● **Prompt**:
Once the pictures are set aside, transcribe each line of the data exactly.

● **Input for this task**:
_____

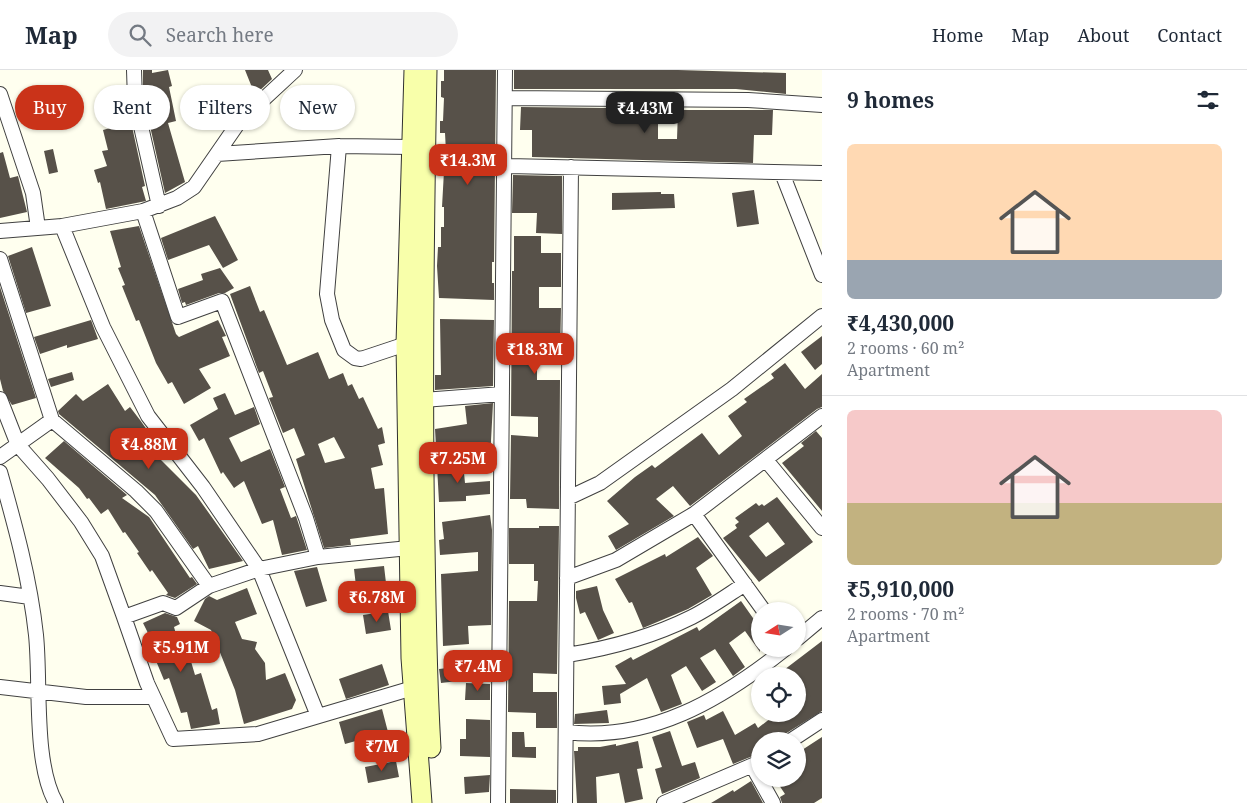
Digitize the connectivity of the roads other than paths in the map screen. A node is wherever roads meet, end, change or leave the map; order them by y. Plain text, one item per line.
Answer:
1 (134, 70) edge
2 (295, 70) edge
3 (414, 70) edge
4 (427, 70) edge
5 (505, 70) edge
6 (0, 94) edge
7 (505, 98) junction
8 (822, 105) edge
9 (339, 146) junction
10 (411, 147) junction
11 (217, 154) junction
12 (504, 166) junction
13 (572, 167) junction
14 (782, 173) junction
15 (822, 173) edge
16 (159, 206) junction
17 (144, 211) junction
18 (74, 224) junction
19 (38, 228) junction
20 (0, 232) edge
21 (0, 259) edge
22 (822, 275) edge
23 (822, 316) edge
24 (406, 344) junction
25 (502, 394) junction
26 (0, 399) edge
27 (423, 400) junction
28 (822, 416) edge
29 (52, 420) junction
30 (18, 445) junction
31 (0, 457) edge
32 (766, 460) junction
33 (0, 472) edge
34 (568, 498) junction
35 (416, 511) junction
36 (694, 514) junction
37 (822, 528) edge
38 (409, 548) junction
39 (318, 557) junction
40 (263, 568) junction
41 (567, 578) junction
42 (745, 584) junction
43 (209, 586) junction
44 (0, 593) edge
45 (30, 597) junction
46 (758, 602) edge
47 (124, 617) junction
48 (822, 618) edge
49 (806, 631) edge
50 (567, 655) junction
51 (772, 658) edge
52 (0, 687) edge
53 (413, 688) junction
54 (39, 691) junction
55 (152, 697) junction
56 (326, 714) junction
57 (822, 720) edge
58 (566, 732) junction
59 (804, 732) edge
60 (751, 767) edge
61 (766, 787) edge
62 (56, 803) edge
63 (422, 803) edge
64 (434, 803) edge
65 (498, 803) edge
66 (565, 803) edge
67 (664, 803) edge
68 (773, 803) edge

1 - 16 street
2 - 11 street
3 - 10 street
4 - 27 street
5 - 7 street
6 - 19 street
7 - 8 street
7 - 12 street
9 - 10 street
9 - 11 street
9 - 24 street
10 - 24 street
11 - 16 street
12 - 13 street
12 - 25 street
13 - 14 street
13 - 34 street
14 - 15 street
14 - 22 street
16 - 17 street
17 - 18 street
17 - 39 street
18 - 19 street
18 - 40 street
19 - 20 street
21 - 29 street
23 - 34 street
24 - 35 street
25 - 27 street
25 - 65 street
26 - 30 street
27 - 35 street
28 - 32 street
29 - 30 street
29 - 43 street
30 - 31 street
30 - 47 street
32 - 36 street
32 - 37 street
33 - 45 street
34 - 41 street
35 - 38 street
35 - 64 street
36 - 41 street
36 - 42 street
38 - 39 street
38 - 53 street
39 - 40 street
40 - 43 street
40 - 56 street
41 - 50 street
42 - 46 street
42 - 50 street
43 - 47 street
44 - 45 street
45 - 54 street
47 - 55 street
48 - 49 street
50 - 58 street
51 - 58 street
52 - 54 street
53 - 56 street
53 - 63 street
54 - 55 street
54 - 62 street
55 - 56 street
57 - 59 street
58 - 66 street
60 - 67 street
61 - 68 street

_____

● **Your solution**:
Digitize the connectivity of the roads other than paths in the map screen. A node is wherever roads meet, end, change or leave the map; order them by y. Plain text, one item per line.
Answer:
1 (134, 70) edge
2 (295, 70) edge
3 (414, 70) edge
4 (427, 70) edge
5 (505, 70) edge
6 (0, 94) edge
7 (505, 98) junction
8 (822, 105) edge
9 (339, 146) junction
10 (411, 147) junction
11 (217, 154) junction
12 (504, 166) junction
13 (572, 167) junction
14 (782, 173) junction
15 (822, 173) edge
16 (159, 206) junction
17 (144, 211) junction
18 (74, 224) junction
19 (38, 228) junction
20 (0, 232) edge
21 (0, 259) edge
22 (822, 275) edge
23 (822, 316) edge
24 (406, 344) junction
25 (502, 394) junction
26 (0, 399) edge
27 (423, 400) junction
28 (822, 416) edge
29 (52, 420) junction
30 (18, 445) junction
31 (0, 457) edge
32 (766, 460) junction
33 (0, 472) edge
34 (568, 498) junction
35 (416, 511) junction
36 (694, 514) junction
37 (822, 528) edge
38 (409, 548) junction
39 (318, 557) junction
40 (263, 568) junction
41 (567, 578) junction
42 (745, 584) junction
43 (209, 586) junction
44 (0, 593) edge
45 (30, 597) junction
46 (758, 602) edge
47 (124, 617) junction
48 (822, 618) edge
49 (806, 631) edge
50 (567, 655) junction
51 (772, 658) edge
52 (0, 687) edge
53 (413, 688) junction
54 (39, 691) junction
55 (152, 697) junction
56 (326, 714) junction
57 (822, 720) edge
58 (566, 732) junction
59 (804, 732) edge
60 (751, 767) edge
61 (766, 787) edge
62 (56, 803) edge
63 (422, 803) edge
64 (434, 803) edge
65 (498, 803) edge
66 (565, 803) edge
67 (664, 803) edge
68 (773, 803) edge

1 - 16 street
2 - 11 street
3 - 10 street
4 - 27 street
5 - 7 street
6 - 19 street
7 - 8 street
7 - 12 street
9 - 10 street
9 - 11 street
9 - 24 street
10 - 24 street
11 - 16 street
12 - 13 street
12 - 25 street
13 - 14 street
13 - 34 street
14 - 15 street
14 - 22 street
16 - 17 street
17 - 18 street
17 - 39 street
18 - 19 street
18 - 40 street
19 - 20 street
21 - 29 street
23 - 34 street
24 - 35 street
25 - 27 street
25 - 65 street
26 - 30 street
27 - 35 street
28 - 32 street
29 - 30 street
29 - 43 street
30 - 31 street
30 - 47 street
32 - 36 street
32 - 37 street
33 - 45 street
34 - 41 street
35 - 38 street
35 - 64 street
36 - 41 street
36 - 42 street
38 - 39 street
38 - 53 street
39 - 40 street
40 - 43 street
40 - 56 street
41 - 50 street
42 - 46 street
42 - 50 street
43 - 47 street
44 - 45 street
45 - 54 street
47 - 55 street
48 - 49 street
50 - 58 street
51 - 58 street
52 - 54 street
53 - 56 street
53 - 63 street
54 - 55 street
54 - 62 street
55 - 56 street
57 - 59 street
58 - 66 street
60 - 67 street
61 - 68 street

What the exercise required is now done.